- _Work required_: Return each line of the data below that contains the string "Kanjo".

- _Data shown_:
>>>>>
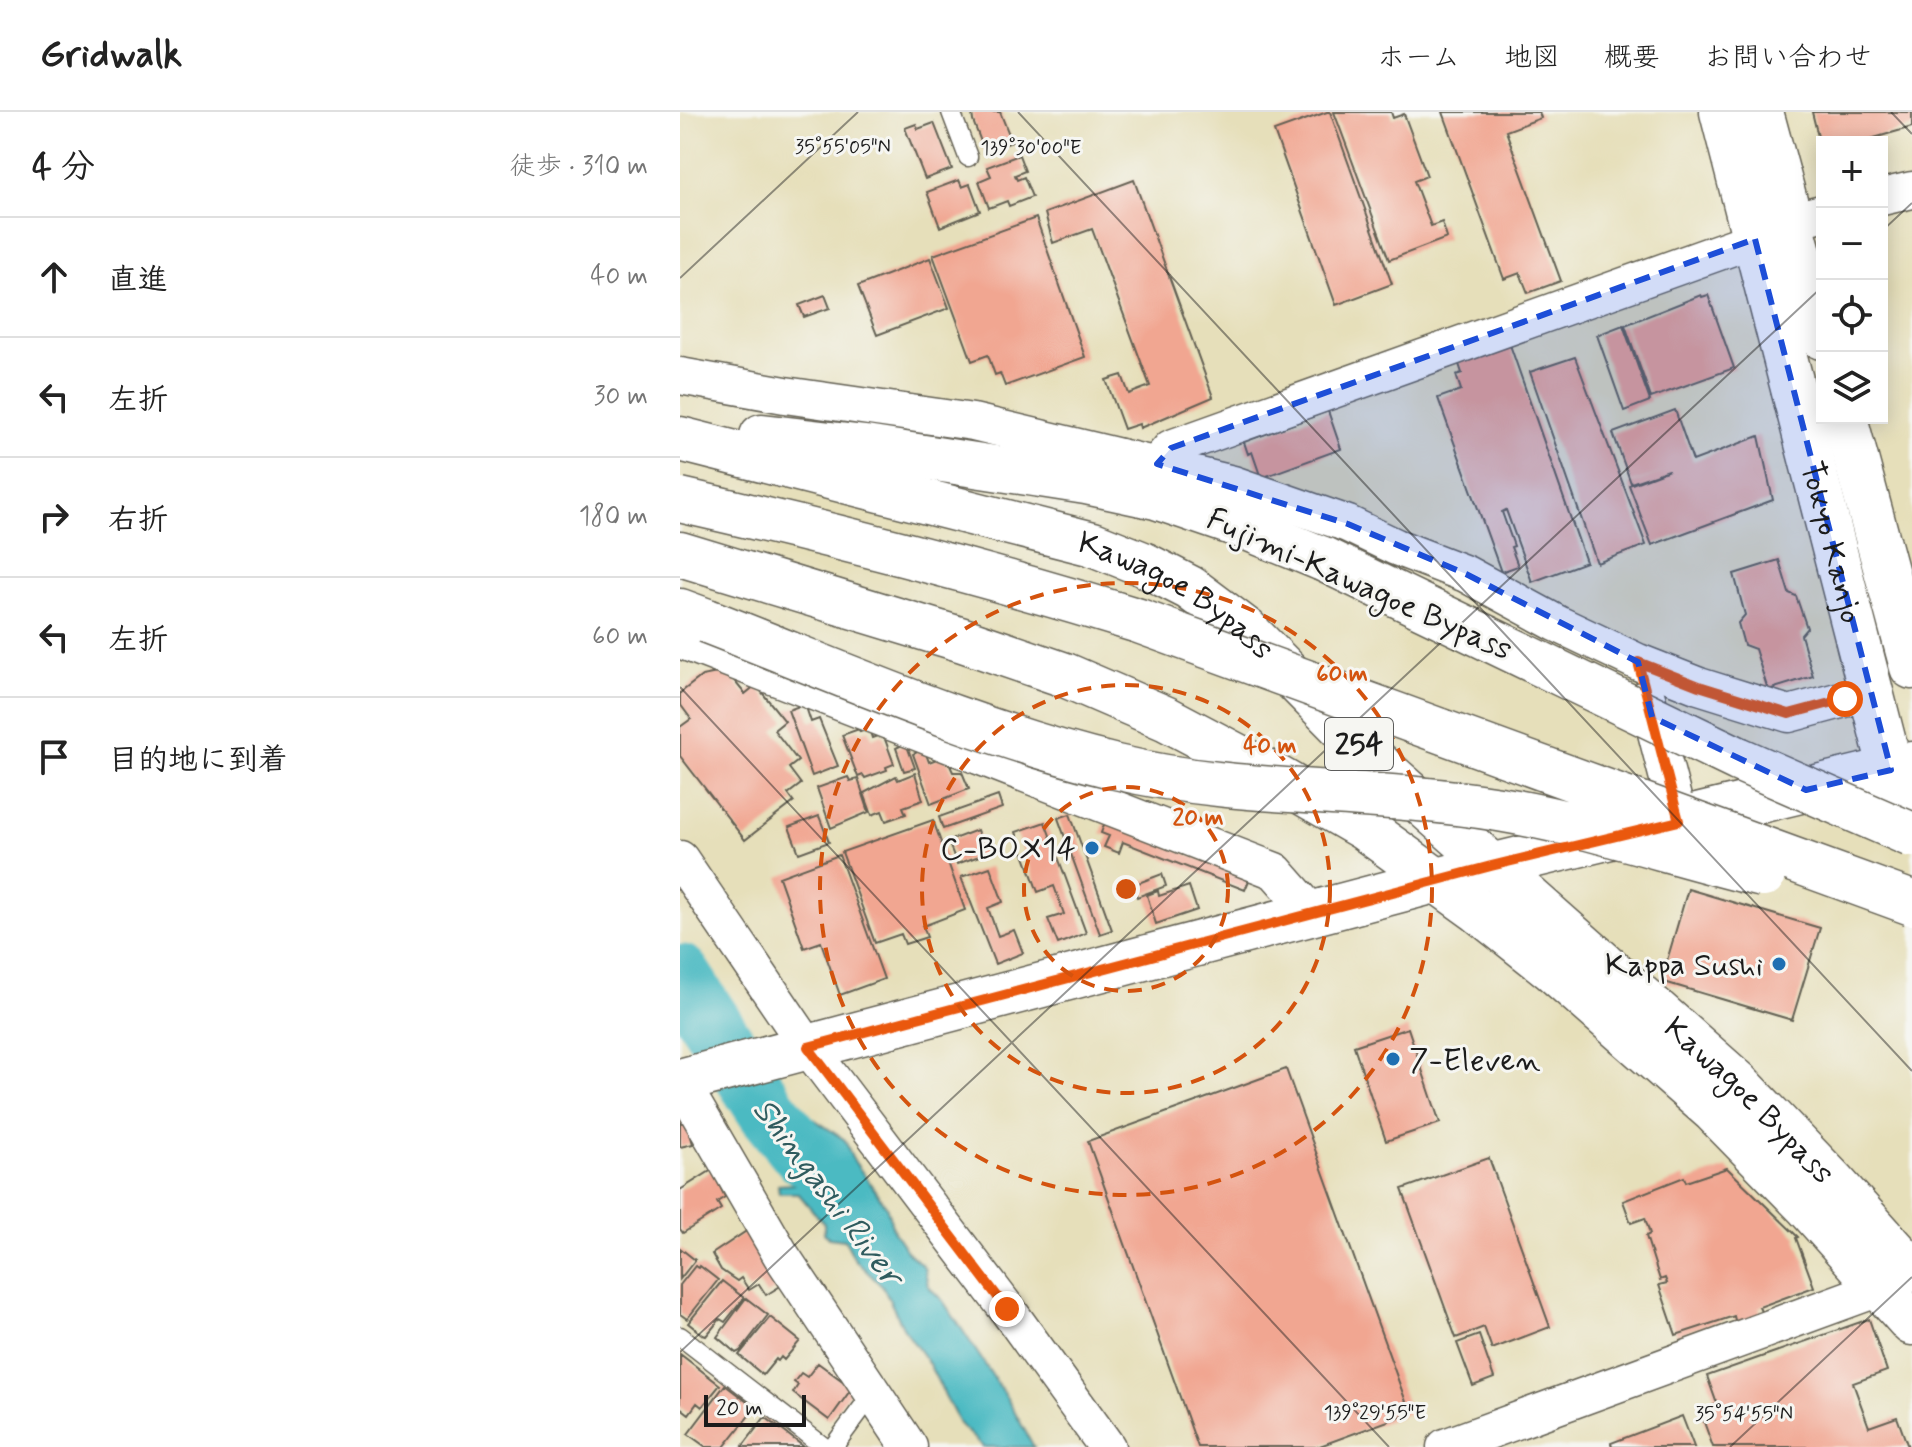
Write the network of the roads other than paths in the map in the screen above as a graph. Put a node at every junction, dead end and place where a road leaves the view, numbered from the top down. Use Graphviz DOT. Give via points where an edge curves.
graph roads {
  1 [pos="951,112"];
  2 [pos="1722,112"];
  3 [pos="1761,112"];
  4 [pos="968,157"];
  5 [pos="1912,190"];
  6 [pos="1888,196"];
  7 [pos="1789,224"];
  8 [pos="1816,316"];
  9 [pos="680,376"];
  10 [pos="1847,424"];
  11 [pos="680,425"];
  12 [pos="680,439"];
  13 [pos="1157,464"];
  14 [pos="680,500"];
  15 [pos="680,554"];
  16 [pos="689,624"];
  17 [pos="1638,662"];
  18 [pos="1912,667"];
  19 [pos="1871,689"];
  20 [pos="1902,767"];
  21 [pos="1679,821"];
  22 [pos="1912,834"];
  23 [pos="680,859"];
  24 [pos="1491,866"];
  25 [pos="1437,880"];
  26 [pos="1912,903"];
  27 [pos="1312,913"];
  28 [pos="1912,915"];
  29 [pos="801,1048"];
  30 [pos="684,1080"];
  31 [pos="1897,1278"];
  32 [pos="1912,1323"];
  33 [pos="680,1336"];
  34 [pos="873,1393"];
  35 [pos="824,1447"];
  36 [pos="833,1447"];
  37 [pos="909,1447"];
  38 [pos="1107,1447"];
  39 [pos="1445,1447"];
  1 -- 4 [label="lane"];
  2 -- 7 [label="main road, Tokyo Kanjo"];
  3 -- 7 [label="main road, Tokyo Kanjo"];
  5 -- 6 [label="street"];
  7 -- 8 [label="main road, Tokyo Kanjo"];
  7 -- 13 [label="street" via="1171,448"];
  7 -- 19 [label="main road, Tokyo Kanjo"];
  9 -- 13 [label="street" via="973,422"];
  10 -- 18 [label="main road, Tokyo Kanjo"];
  11 -- 22 [label="main road, Fujimi-Kawagoe Bypass, bridge" via="865,448 1156,497 1323,559 1738,759"];
  12 -- 24 [label="main road, Kawagoe Bypass / 254" via="1093,544 1190,588 1246,630 1383,769"];
  13 -- 17 [label="street" via="1348,524 1466,574"];
  14 -- 26 [label="main road, 254, bridge" via="829,533 1139,621"];
  15 -- 25 [label="main road, Kawagoe Bypass / 254" via="1065,675 1167,719 1269,773 1364,828"];
  16 -- 27 [label="street" via="1275,871"];
  16 -- 28 [label="main road, 254, bridge" via="1042,747 1118,768 1193,781 1499,809"];
  17 -- 19 [label="street" via="1789,714"];
  17 -- 21 [label="street"];
  19 -- 20 [label="main road, Tokyo Kanjo"];
  20 -- 21 [label="main road"];
  20 -- 22 [label="main road, Tokyo Kanjo"];
  21 -- 24 [label="main road"];
  23 -- 29 [label="street"];
  24 -- 25 [label="main road"];
  24 -- 31 [label="main road, Kawagoe Bypass / 254" via="1737,1082"];
  25 -- 27 [label="main road"];
  25 -- 31 [label="main road, Kawagoe Bypass / 254" via="1552,969"];
  27 -- 29 [label="main road"];
  29 -- 30 [label="main road"];
  29 -- 38 [label="street" via="1007,1309"];
  30 -- 34 [label="street" via="781,1255"];
  31 -- 32 [label="main road, Kawagoe Bypass / 254"];
  31 -- 39 [label="street"];
  33 -- 35 [label="lane"];
  34 -- 36 [label="lane"];
  34 -- 37 [label="street"];
}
<<<<<
- _Solution to the exercise_:
  2 -- 7 [label="main road, Tokyo Kanjo"];
  3 -- 7 [label="main road, Tokyo Kanjo"];
  7 -- 8 [label="main road, Tokyo Kanjo"];
  7 -- 19 [label="main road, Tokyo Kanjo"];
  10 -- 18 [label="main road, Tokyo Kanjo"];
  19 -- 20 [label="main road, Tokyo Kanjo"];
  20 -- 22 [label="main road, Tokyo Kanjo"];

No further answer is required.